Systems using the assembly line concurrency model are usually designed to use non-blocking IO. Non-blocking IO means that when a worker starts an IO operation (e.g. reading a file or data from a network connection) the worker does not wait for the IO call to finish. IO operations are slow, so waiting for IO operations to complete is a waste of CPU time. The CPU could be doing something else in the meanwhile. When the IO operation finishes, the result of the IO operation ( e.g. data read or status of data written) is passed on to another worker.
With non-blocking IO, the IO operations determine the boundary between workers. A worker does as much as it can until it has to start an IO operation. Then it gives up control over the job. When the IO operation finishes, the next worker in the assembly line continues working on the job, until that too has to start an IO operation etc.

Assembly Line Advantages
- No Shared State
- Stateful Workers
- Better Hardware Conformity
- Job Ordering is Possible
Assembly Line Disadvantages
- execution of a job is often spread out over multiple workers, and thus over multiple classes in your project. Thus it becomes harder to see exactly what code is being executed for a given job.

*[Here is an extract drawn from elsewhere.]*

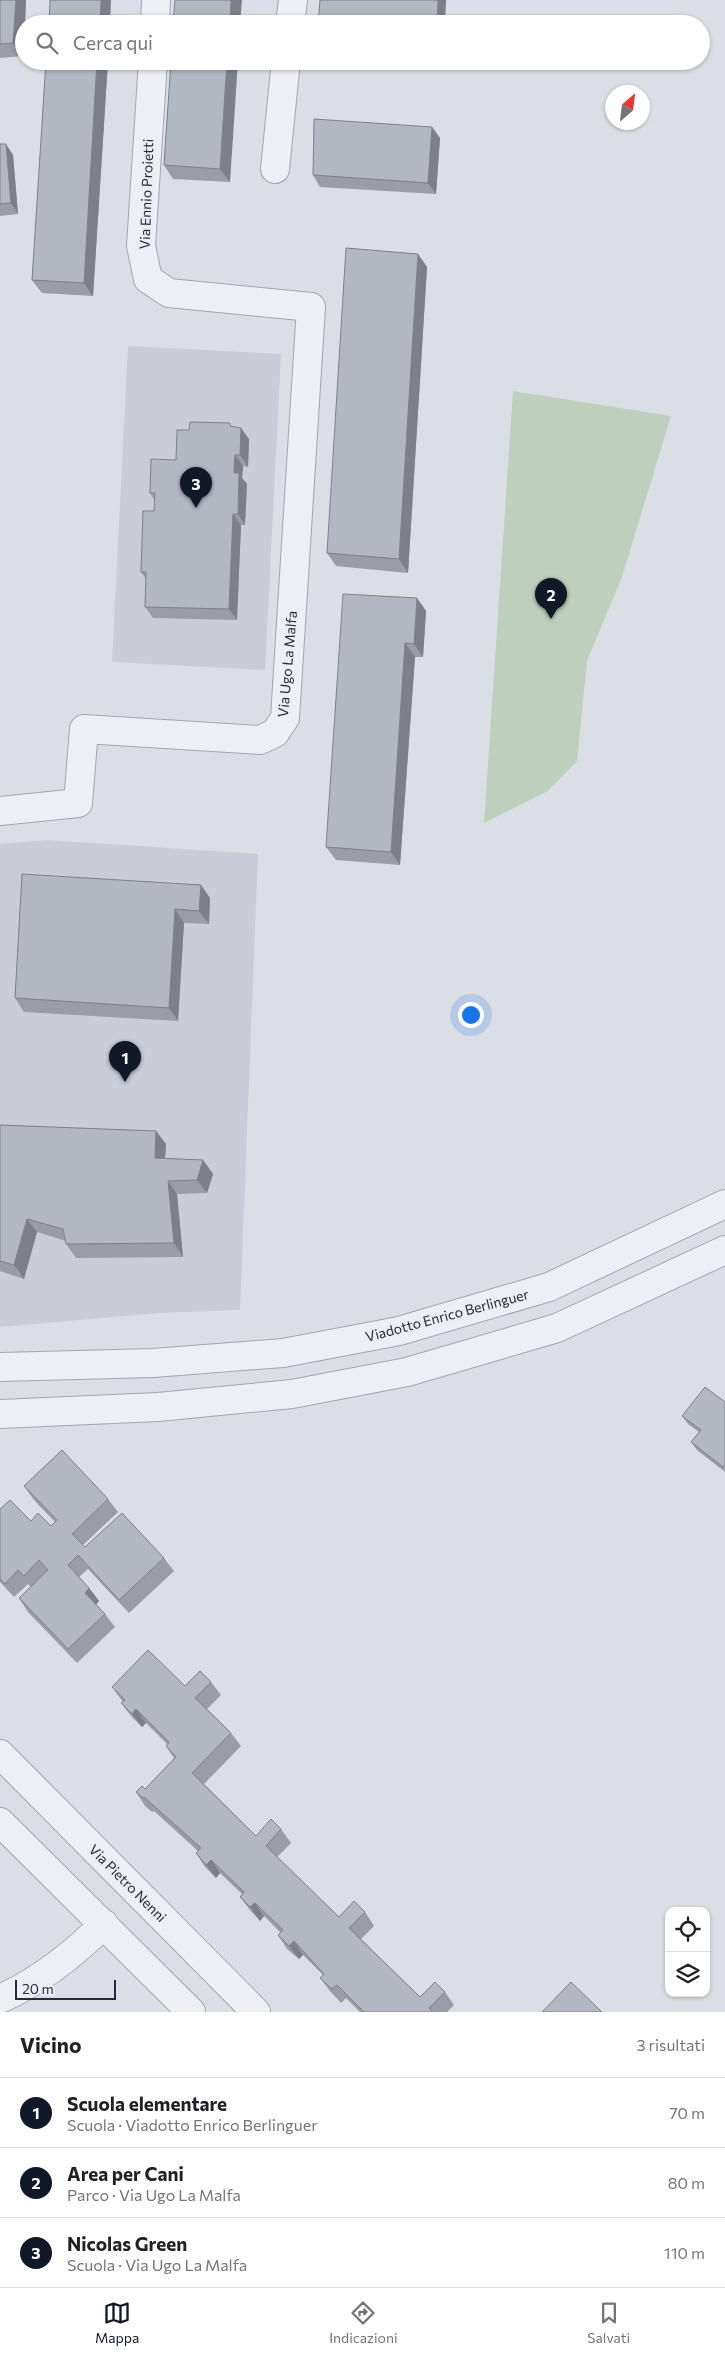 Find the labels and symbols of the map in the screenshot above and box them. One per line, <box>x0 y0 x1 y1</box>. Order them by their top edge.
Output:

- It may also be harder to write the code. Worker code is sometimes written as callback handlers. Having code with many nested callback handlers may result in what some developer call callback hell. Callback hell simply means that it gets hard to track what the code is really doing across all the callbacks, as well as making sure that each callback has access to the data it needs.
Functional Parallelism Concurrency Model
The basic idea of functional parallelism is that you implement your program using function calls. Functions can be seen as “agents” or “actors” that send messages to each other, just like in the assembly line concurrency model (AKA reactive or event driven systems). When one function calls another, that is similar to sending a message.
All parameters passed to the function are copied, so no entity outside the receiving function can manipulate the data. This copying is essential to avoiding race conditions on the shared data. This makes the function execution similar to an atomic operation. Each function call can be executed independently of any other function call.
When each function call can be executed independently, each function call can be executed on separate CPUs. That means, that an algorithm implemented functionally can be executed in parallel, on multiple CPUs.